So there’s attachment, then there is the drive for individuation. And nature wants us, in the end, to become independent, not asocial, but independent creatures with our own sense of who we are, our meanings, our understandings, our preferences.

Then comes socialization, which is where people who are truly individuated can connect respectfully and caringly with other human beings. Now in our culture, we’ve put socialization ahead of individuation, so long before kids are their own persons, and long before their attachment with the adults is solidified, we put them into their peer group, and they spend most of their time with their peers, so their attachment becomes transferred to the peer group before they even know who they are.

Reena Ninan
So, based on that research, what would you advise parents? Should we be telling them to hang out with their friends less?

Dr. Gabor Maté
So when it comes to teenagers, what we call “teenage healthy rebellion” is neither healthy, nor is it a rebellion. Because genuine rebellion is for is for freedom. But the teenager who undergoes what we call “healthy teenage rebellion” actually just wants to belong and submit themselves to the peer group. So it’s neither rebellion, nor is it healthy. Now, what should we do? Well, this is Gordon’s work is to recognize the primary importance of attachment throughout the life cycle, but certainly through adolescence, which means that anything we do to raise our kids, the behaviors, their institutions that they go to, whatever… needs to value attachment above anything else. And then they can be prepared for the healthy individuation. Parents need to understand the importance of attachment, which means staying away from this stuff [phones], staying away from the social media. Don’t let your infants play with iPads, these addictive devices that actually wean them away from adult attention. Kids should be at home much longer, rather than in daycares, if that’s possible. If it’s not possible, then the daycares need to be places where adult attachment is emphasized, rather than peer attachment.

Reena Ninan
I love this concept that you guys have that the attachment is the psychological umbilical cord. And you write, actually, if it’s cut, nothing you say gets through. So Dr. Neufeld, if it does get cut, because so many parents feel like it does get cut early, what do we do?

Dr. Gordon Neufeld
Well, the good news is that it’s never too late with the relationship. It doesn’t mean it’s guaranteed, but we’re always looking for home, for a place to belong, for a sense of significance, for a sense of mattering, for love. It’s knowing that we are their answer, not that we have answers. It’s very hard to have answers anymore at all. But that doesn’t mean we aren’t the answer. And to step up to be the answer to our 13-year-old or 15-year-old or 16-year-old.
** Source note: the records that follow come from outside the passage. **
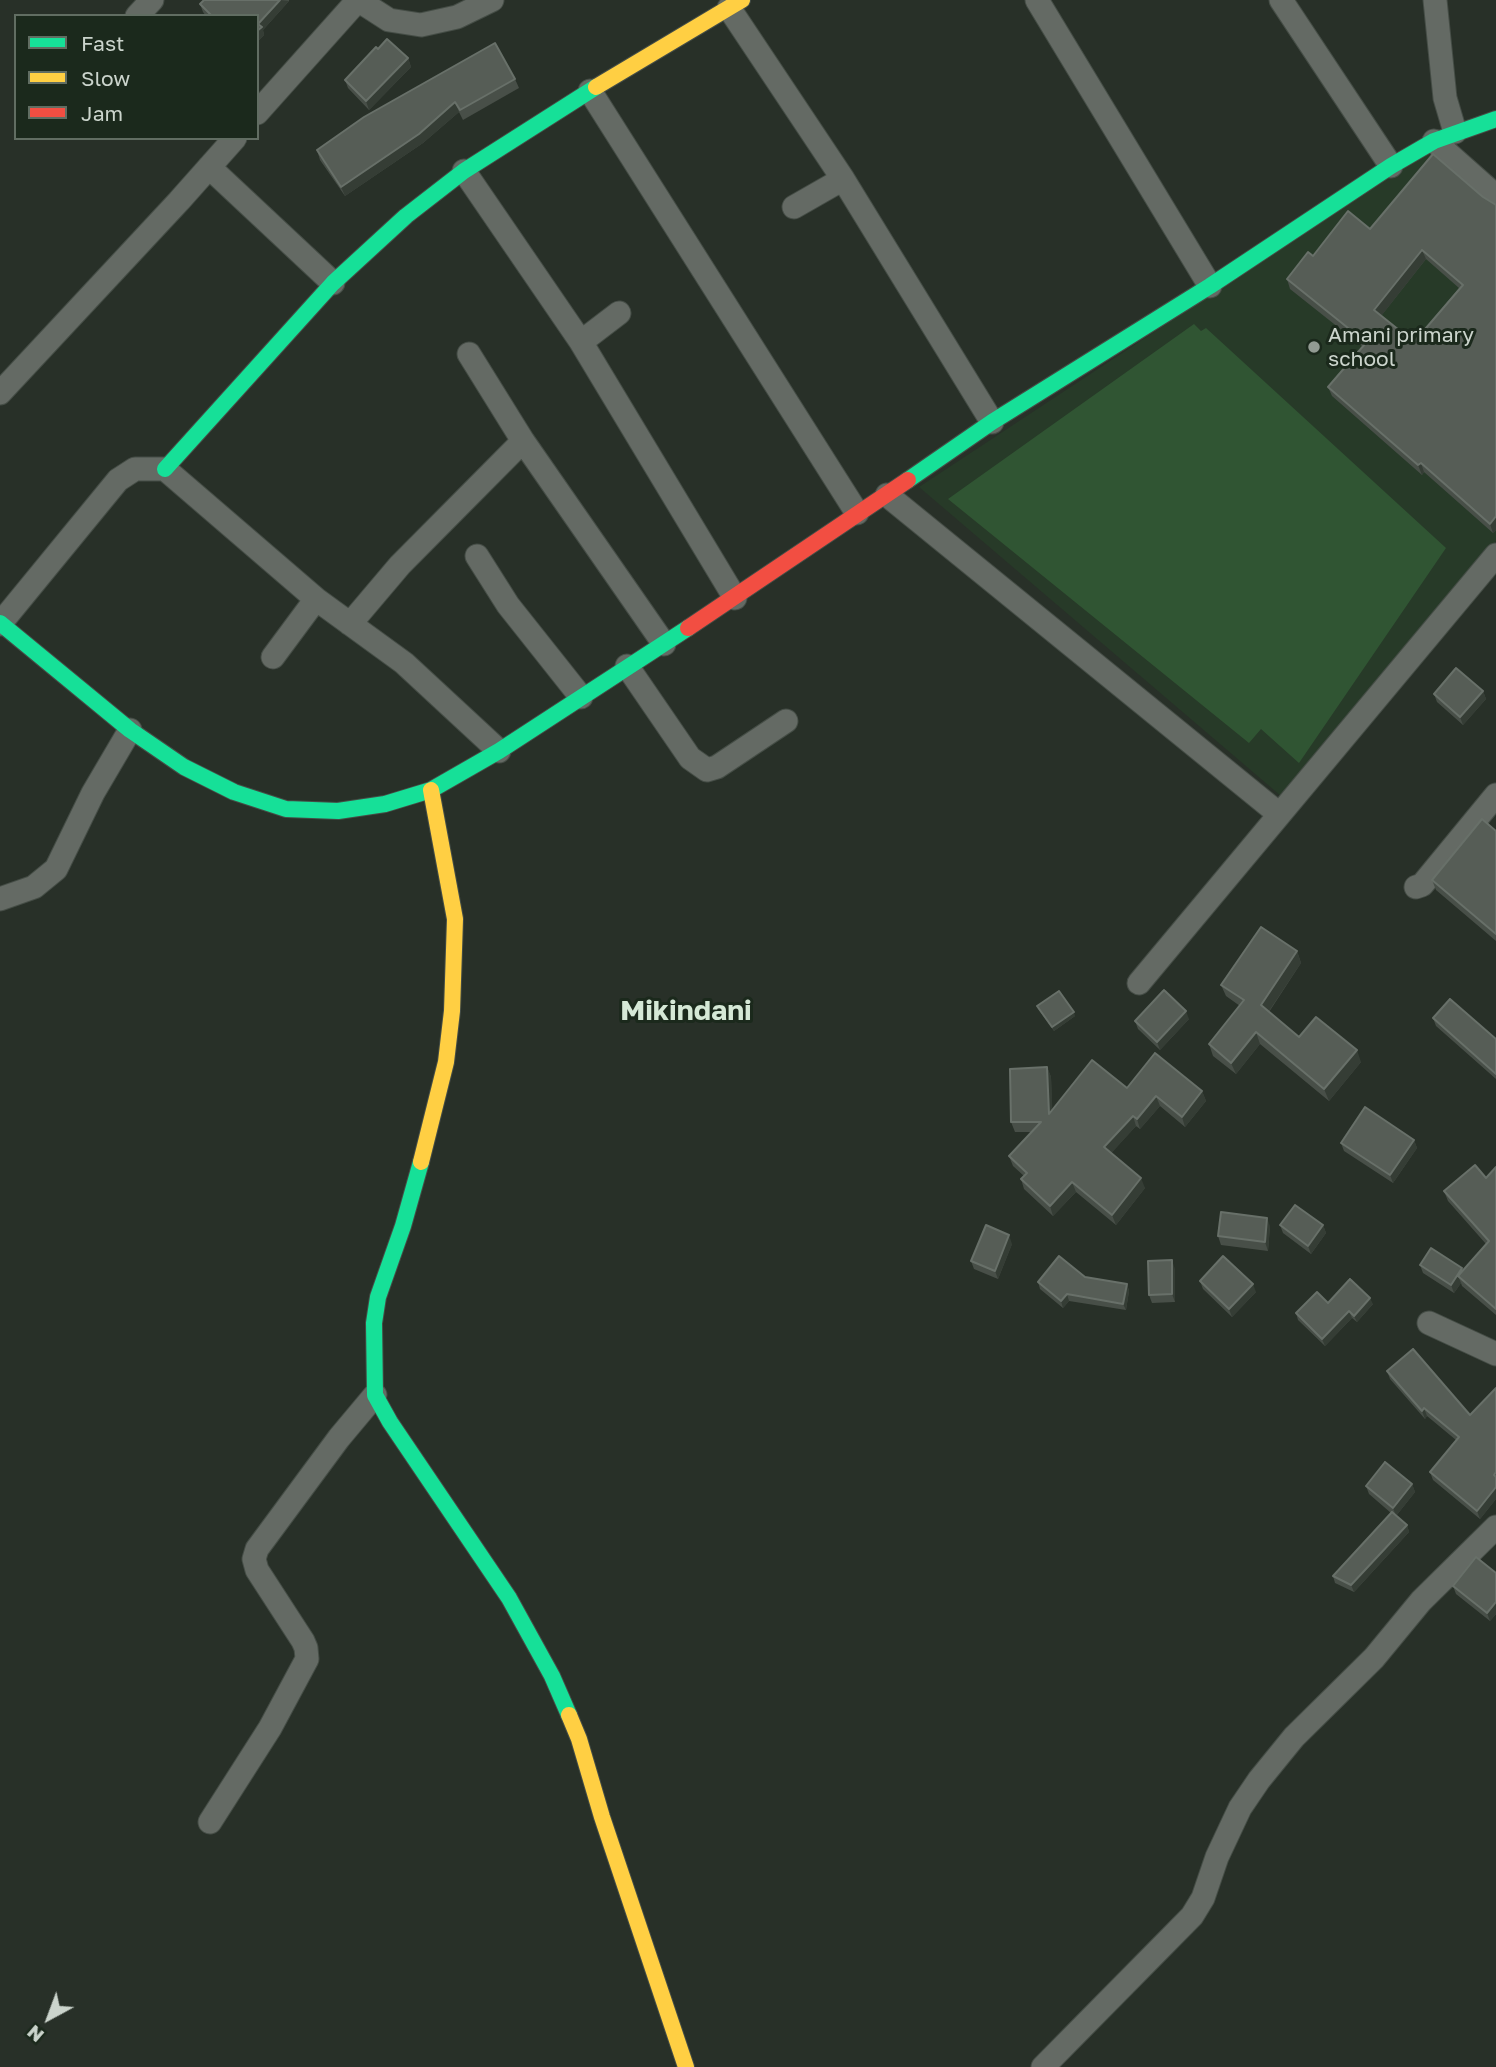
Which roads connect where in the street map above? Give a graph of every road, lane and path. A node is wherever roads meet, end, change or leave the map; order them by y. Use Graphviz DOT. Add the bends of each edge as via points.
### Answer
graph roads {
  1 [pos="152,0"];
  2 [pos="358,0"];
  3 [pos="492,0"];
  4 [pos="1037,0"];
  5 [pos="1281,0"];
  6 [pos="1435,0"];
  7 [pos="736,4"];
  8 [pos="139,14"];
  9 [pos="590,91"];
  10 [pos="259,111"];
  11 [pos="1496,119"];
  12 [pos="1444,137"];
  13 [pos="233,140"];
  14 [pos="1391,166"];
  15 [pos="209,167"];
  16 [pos="464,171"];
  17 [pos="843,179"];
  18 [pos="1496,197"];
  19 [pos="794,207"];
  20 [pos="333,283"];
  21 [pos="1210,286"];
  22 [pos="619,313"];
  23 [pos="581,342"];
  24 [pos="469,354"];
  25 [pos="0,393"];
  26 [pos="992,422"];
  27 [pos="523,441"];
  28 [pos="165,469"];
  29 [pos="887,495"];
  30 [pos="857,513"];
  31 [pos="1496,555"];
  32 [pos="477,556"];
  33 [pos="735,598"];
  34 [pos="316,599"];
  35 [pos="0,624"];
  36 [pos="350,624"];
  37 [pos="664,644"];
  38 [pos="274,657"];
  39 [pos="627,666"];
  40 [pos="581,697"];
  41 [pos="786,721"];
  42 [pos="130,730"];
  43 [pos="499,751"];
  44 [pos="431,790"];
  45 [pos="1496,795"];
  46 [pos="1279,814"];
  47 [pos="1416,887"];
  48 [pos="0,899"];
  49 [pos="1139,983"];
  50 [pos="1429,1323"];
  51 [pos="1496,1354"];
  52 [pos="375,1395"];
  53 [pos="1496,1527"];
  54 [pos="210,1822"];
  55 [pos="686,2067"];
  56 [pos="1043,2067"];
  1 -- 8 [label="street"];
  2 -- 3 [label="street" via="389,20 421,24 457,17"];
  2 -- 10 [label="street"];
  4 -- 21 [label="street"];
  5 -- 14 [label="street"];
  6 -- 12 [label="street" via="1446,98"];
  7 -- 9 [label="street"];
  7 -- 17 [label="street"];
  9 -- 16 [label="street"];
  9 -- 30 [label="street"];
  11 -- 12 [label="street"];
  12 -- 14 [label="street"];
  12 -- 18 [label="street"];
  13 -- 15 [label="street"];
  14 -- 21 [label="street"];
  15 -- 20 [label="street"];
  15 -- 25 [label="street"];
  16 -- 20 [label="street"];
  16 -- 23 [label="street"];
  17 -- 19 [label="street"];
  17 -- 26 [label="street"];
  20 -- 28 [label="street"];
  21 -- 26 [label="street"];
  22 -- 23 [label="street"];
  23 -- 33 [label="street"];
  24 -- 27 [label="street"];
  26 -- 29 [label="street"];
  27 -- 36 [label="street"];
  27 -- 37 [label="street"];
  28 -- 34 [label="street"];
  28 -- 35 [label="street" via="135,470 118,480"];
  29 -- 30 [label="street"];
  29 -- 46 [label="street"];
  30 -- 33 [label="street"];
  31 -- 46 [label="street"];
  32 -- 40 [label="street" via="508,605"];
  33 -- 37 [label="street"];
  34 -- 36 [label="street"];
  34 -- 38 [label="street"];
  35 -- 42 [label="street"];
  36 -- 43 [label="street" via="404,663"];
  37 -- 39 [label="street"];
  39 -- 40 [label="street"];
  39 -- 41 [label="street" via="690,758 707,770"];
  40 -- 43 [label="street"];
  42 -- 44 [label="street" via="184,767 234,792 286,809 338,811 385,804"];
  42 -- 48 [label="street" via="56,869 34,887"];
  43 -- 44 [label="street"];
  44 -- 52 [label="street" via="455,919 452,1011 437,1105 378,1297 373,1345"];
  45 -- 47 [label="street"];
  46 -- 49 [label="street"];
  50 -- 51 [label="street"];
  52 -- 54 [label="street" via="257,1549 257,1570 303,1641 307,1659"];
  52 -- 55 [label="street" via="509,1598 552,1676 579,1738"];
  53 -- 56 [label="street" via="1285,1748 1240,1808 1192,1916"];
}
When we give them a sense of significance, when we bridge the differences, when we can convey that they matter to us, that they’re important to us, they’re looking for this. And if it’s on our table, more than likely they’re going to come back to feed at our table. But if we let behavior get in between, if we let differences get in between, if we let our lack of confidence erode us from that place, and we don’t step up leaving where their best bet, we lose them. We lose them automatically. So it’s a matter more not of knowing what to do. It’s very hard to know what to do anymore. And that’s not really absolutely essential. It’s stepping up to the plate and saying, “You’re still my son, you’re still my daughter. I’m not going to let anything get between. Bottom line is: You’re important to me. You matter to me. You’re significant to me.”

Dr. Gabor Maté
I think it’s important to say that once kids become peer-oriented adults, parents are going to experience a lot of rejection, a lot of resistance on the part of the teenagers, and that’s where there’s a tendency to give up or to get frustrated and get authoritarian. It’s a long project. Once kids have become peer-oriented, it’s very difficult to to bring them back under our care. But, as Gordon says, we’re still their best bet. And we can give them what peers can’t, which is unconditional, loving acceptance.

Lisa Damour
Dr. Maté, along those lines, how do we shift the focus away from fixing behavior or trying to get kids to be less rejecting, towards really rebuilding the relationships? Like, what does that look like in the kitchen?

Dr. Gabor Maté
First of all, behaviors are symptoms; they’re not the fundamental problems. They’re the manifestations of something, and usually the manifestations of relational issues. For example, Gordon and I have both had this experience of somebody comes to us and says, “Our kid was really good until they were nine years old, then they became really bad.” And we say to them, “We have bad news and we have good news. The bad news is: Your kid was never good in the first place. And the good news is that they’re not bad now. What they were is they were oriented to you and attached to you. They were they were following your guidance. Now they become detached. Now they’re following the previous guidance.” So it’s not the behavior that we have to address, but the relationship. We have to get them back into relationship and all the oppositionality… There’s all this nonsense diagnosis of “oppositional defiant disorder.” It doesn’t even exist. Oppositionality, by definition, happens in a relationship. Why are we diagnosing the kid? Why don’t we look at the relationship in which the child manifests opposition? We’re the ones who’ve got the power to change that relationship. Look, I learned a lot from Gordon. This book is his thesis and his work. And at a certain point with my teenage daughter I said, “We’re going have dinner once a week no matter what.” And at least half the time we fought like cats and dogs. But next week, we’re gonna have dinner again. Make yourself available no matter what, and not respond to the behaviors, which are just symptomatic.

Dr. Gordon Neufeld
There’s another way the kitchen is involved, Lisa, since you brought up the kitchen–

Lisa Damour
I have a 21 and 14-year-old. Everything goes down in the kitchen.

Dr. Gordon Neufeld
Yes, it does. But also, food is a fundamental way of caring. Not just food, but feeding. It can start there, in being able to remember what your child loves, what they like, what is important to them. Make that. Find a way of actually demonstrating that you care, instead of reacting. Warm the food up with love, or prepare it together and certainly eat it together. Because it really does begin there. Meal time should be a time of collecting the eyes, the smiles, the nods. A time that you do the most fundamental thing of all. Establish this connection around caring, about giving and receiving, receiving and giving.

Dr. Gabor Maté
Not in front of the TV set, either.

Dr. Gordon Neufeld
Yeah, no.

Lisa Damour
I always am saying to families, “You need to meet them more than halfway. This is our job. This is where we find ourselves.”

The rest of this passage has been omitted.